Several years ago when the crazy Google car with a camera mounted to its roof made its way through Canada, it had people divided: what a cool idea that we can type in an address and see what the place looks like; or, it was seen as an invasion of privacy.
A Montreal woman has won a legal battle with Google citing its “flagrant abuse of her right to a private life, the protection of her image and her dignity.”
Let’s rewind. How did it get to that point?
Google addressed privacy concerns by saying faces and licence plates would be blurred so that identities couldn’t be revealed. Unfortunately for the Montreal woman, her face was blurred but her bosom popping out of her tank top apparently caused her humiliation.
The woman was sitting on her front step when the Google Street View car went by and snapped images of the area. It happened five years ago and in 2011 is when she launched the lawsuit suggesting she was subjected to humiliation amongst her colleagues.
The woman was seeking $7,000 but was awarded a little more than $2,200. The court ruled (somewhat) in her favour saying that simply blurring someone’s face doesn’t make them unrecognizable when it comes to identifying a property they are on.

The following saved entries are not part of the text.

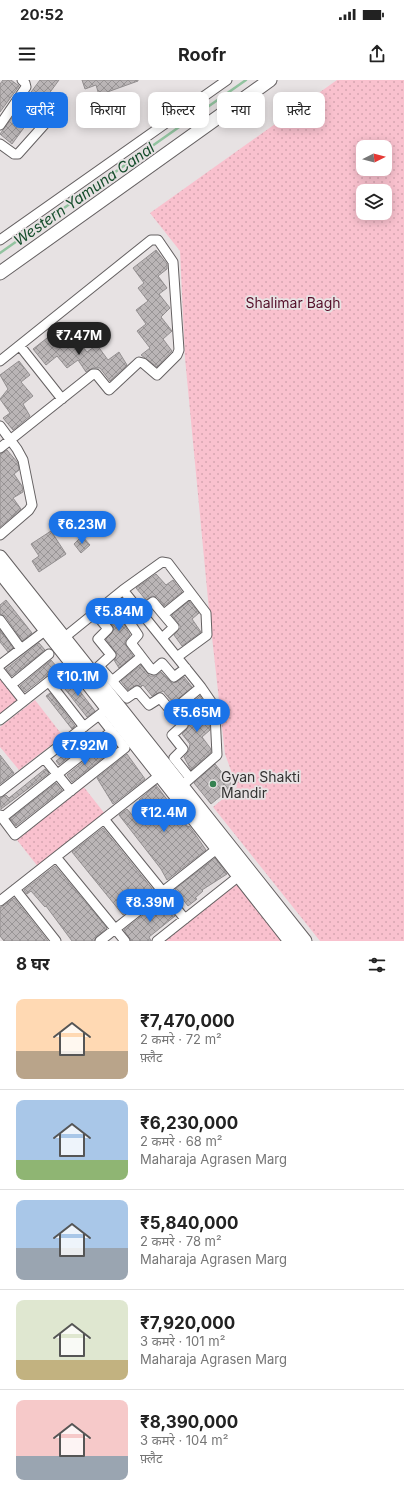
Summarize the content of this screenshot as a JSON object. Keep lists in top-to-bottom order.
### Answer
{
  "water": ["Western Yamuna Canal"],
  "parks": ["Shalimar Bagh"],
  "places": ["Gyan Shakti Mandir"],
  "north": "right",
  "page": {
    "status": "20:52",
    "header": "Roofr",
    "chip": [
      "खरीदें",
      "किराया",
      "फ़िल्टर",
      "नया",
      "फ़्लैट"
    ],
    "price": [
      "₹7.47M",
      "₹6.23M",
      "₹5.84M",
      "₹10.1M",
      "₹5.65M",
      "₹7.92M",
      "₹12.4M",
      "₹8.39M"
    ],
    "heading": "8 घर",
    "list": [
      {
        "name": "₹7,470,000",
        "note": "2 कमरे · 72 m² · फ़्लैट"
      },
      {
        "name": "₹6,230,000",
        "note": "2 कमरे · 68 m² · Maharaja Agrasen Marg"
      },
      {
        "name": "₹5,840,000",
        "note": "2 कमरे · 78 m² · Maharaja Agrasen Marg"
      },
      {
        "name": "₹7,920,000",
        "note": "3 कमरे · 101 m² · Maharaja Agrasen Marg"
      },
      {
        "name": "₹8,390,000",
        "note": "3 कमरे · 104 m² · फ़्लैट"
      }
    ]
  }
}
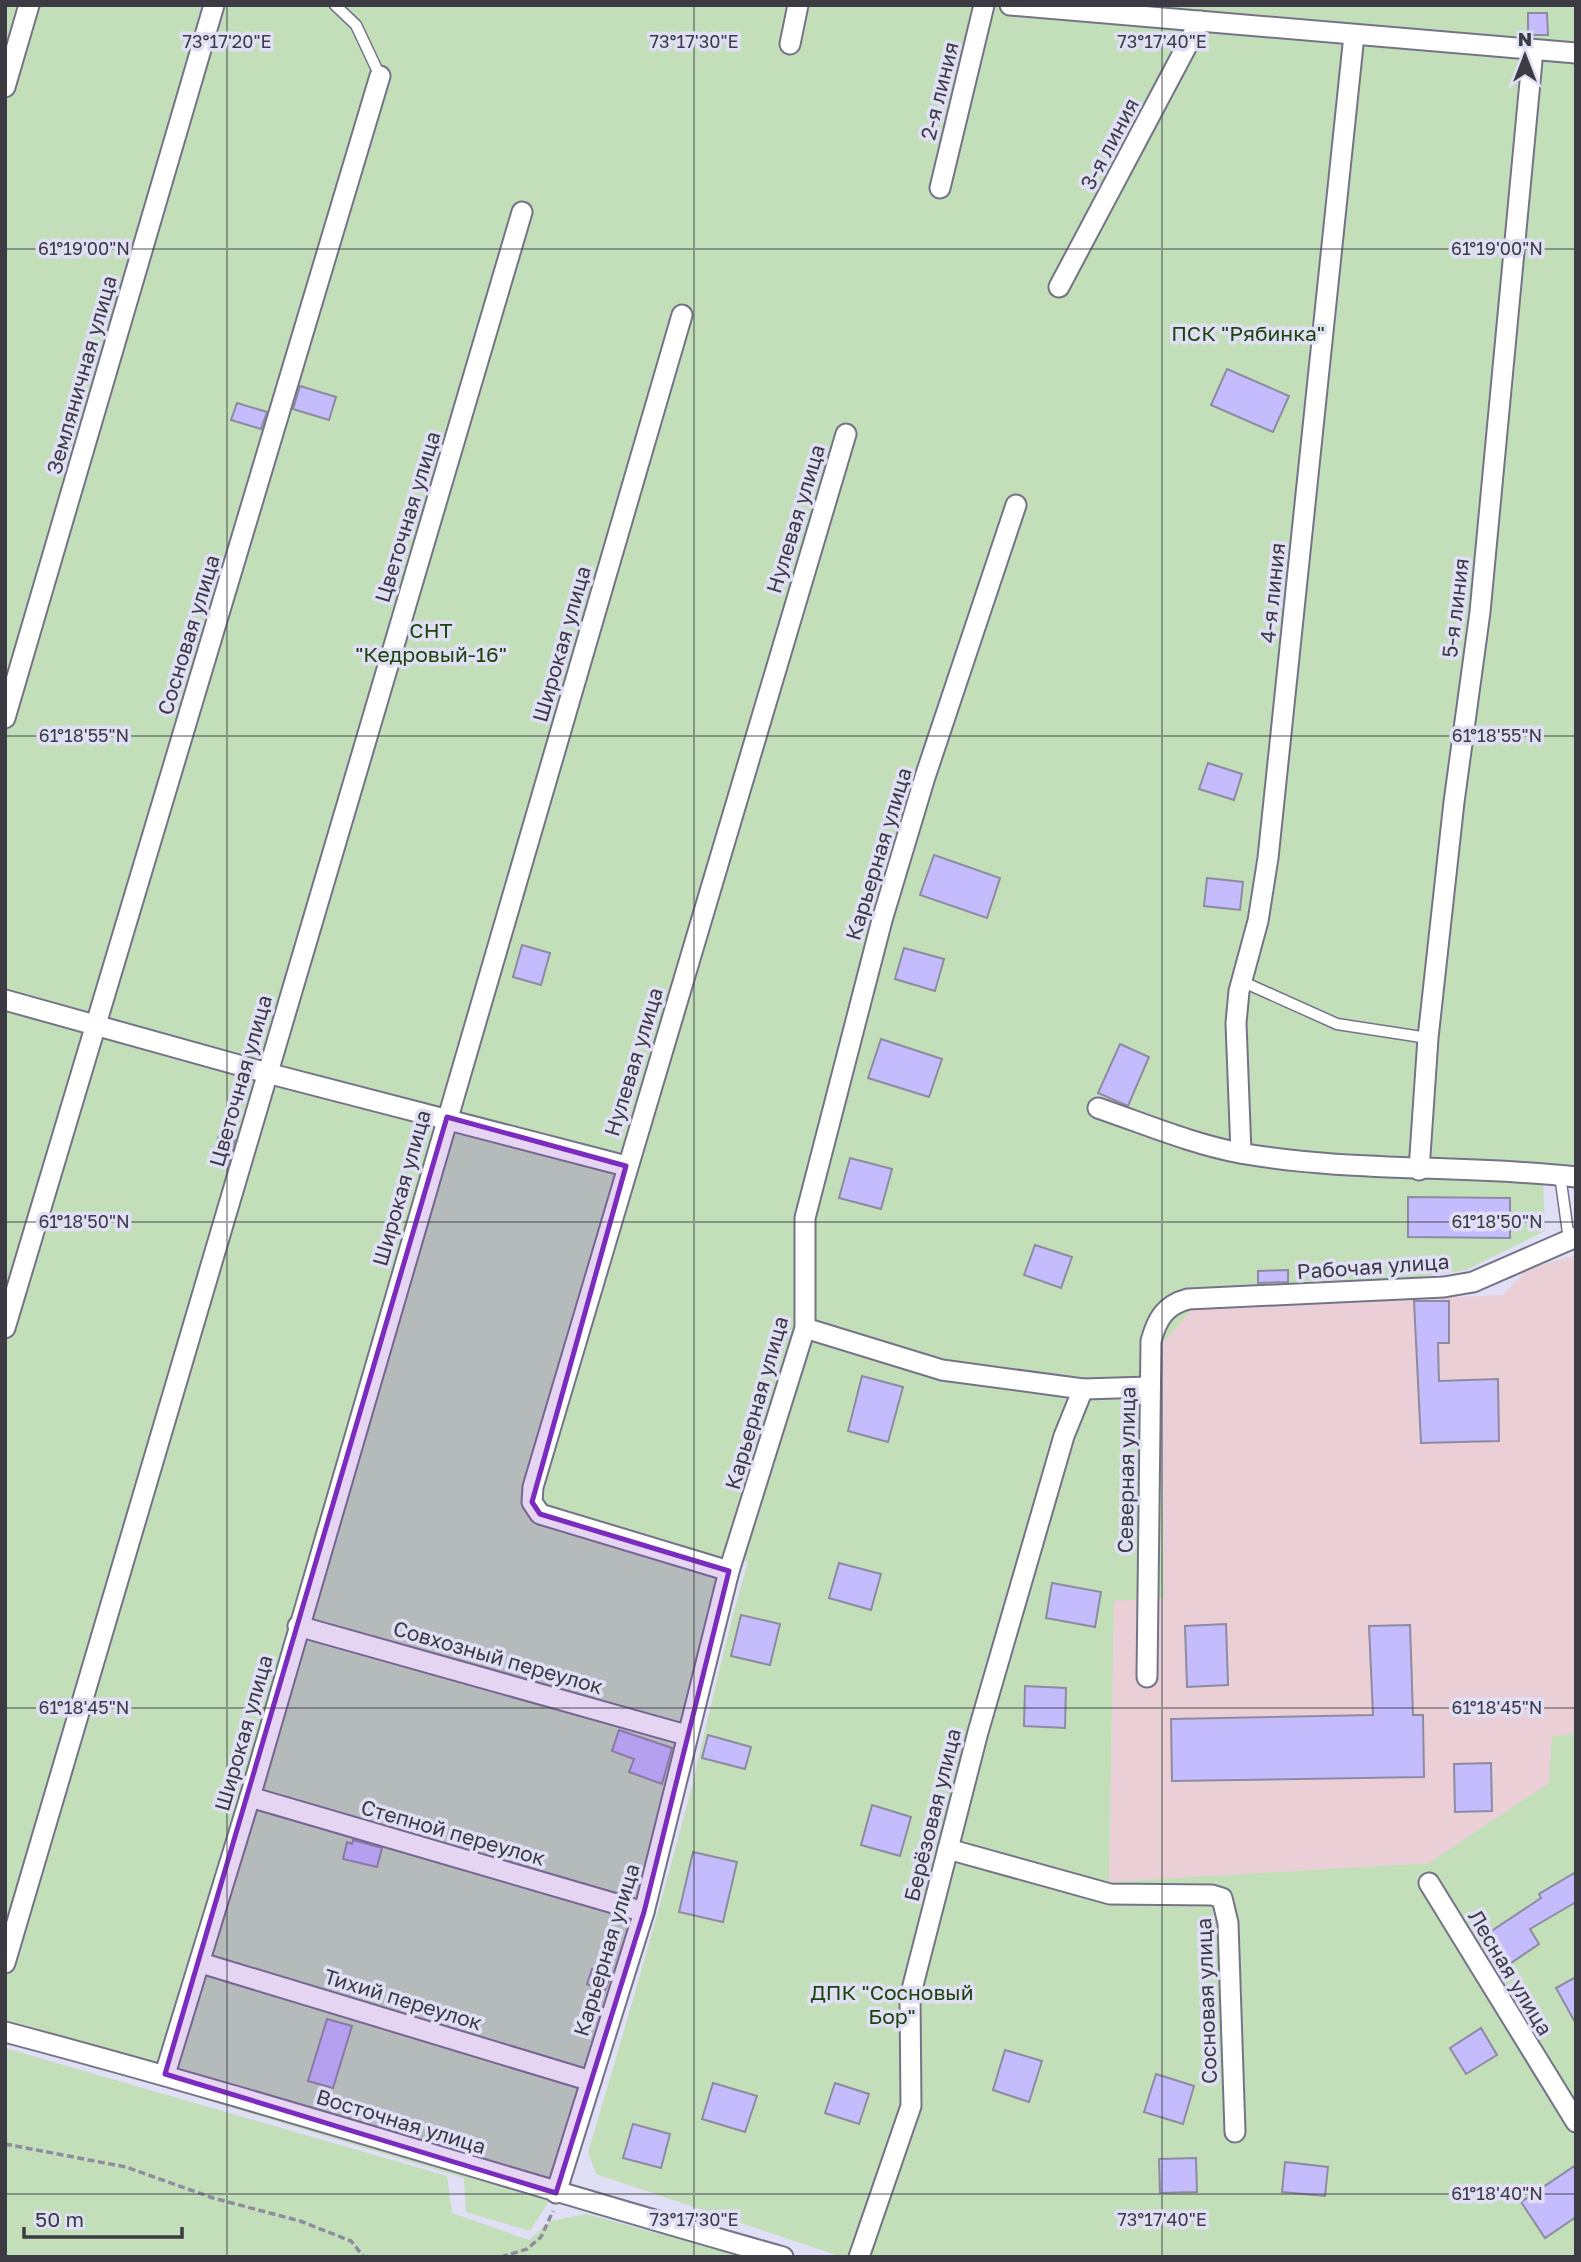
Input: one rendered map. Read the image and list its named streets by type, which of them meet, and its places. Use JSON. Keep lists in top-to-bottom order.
{
  "streets": {
    "street": [
      "2-я линия",
      "3-я линия",
      "Земляничная улица",
      "Цветочная улица",
      "Нулевая улица",
      "4-я линия",
      "5-я линия",
      "Сосновая улица",
      "Широкая улица",
      "Карьерная улица",
      "Рабочая улица",
      "Северная улица",
      "Совхозный переулок",
      "Берёзовая улица",
      "Степной переулок",
      "Лесная улица",
      "Тихий переулок",
      "Восточная улица"
    ]
  },
  "crossings": [
    ["Нулевая улица", "Карьерная улица"],
    ["Сосновая улица", "Берёзовая улица"],
    ["Широкая улица", "Совхозный переулок"],
    ["Широкая улица", "Степной переулок"],
    ["Широкая улица", "Тихий переулок"],
    ["Широкая улица", "Восточная улица"],
    ["Карьерная улица", "Совхозный переулок"],
    ["Карьерная улица", "Степной переулок"],
    ["Карьерная улица", "Тихий переулок"],
    ["Карьерная улица", "Восточная улица"],
    ["Рабочая улица", "Северная улица"]
  ],
  "parks": ["ПСК \"Рябинка\"", "СНТ \"Кедровый-16\"", "ДПК \"Сосновый Бор\""],
  "scale_bar": "50 m",
  "north": "top",
  "coordinates": [
    "73°17'20\"E",
    "73°17'30\"E",
    "73°17'40\"E",
    "61°19'00\"N",
    "61°18'55\"N",
    "61°18'50\"N",
    "61°18'45\"N",
    "61°18'40\"N"
  ]
}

I guess the real argument is, how is this any different than someone driving down the street and snapping a picture of someone and posting it online? Google’s car was on public property and taking pics of landmarks — mountainous or not — that anybody going down a street could encounter or see. When contacted by the woman, Google reportedly did blur her home and car — and her face was already blurred.
The next question is, if she was embarrassed by her boobies hanging out, why wasn’t she a little more careful with her outfit that day? It’s one thing to dress how you want IN your own home but when you are on your property AND in public view, that’s when it becomes tricky.
Nevertheless, Google didn’t trespass or capture an image the woman’s neighbour’s couldn’t have complained about themselves… I mean, witnessed. I hope the four-year battle was worth the two grand.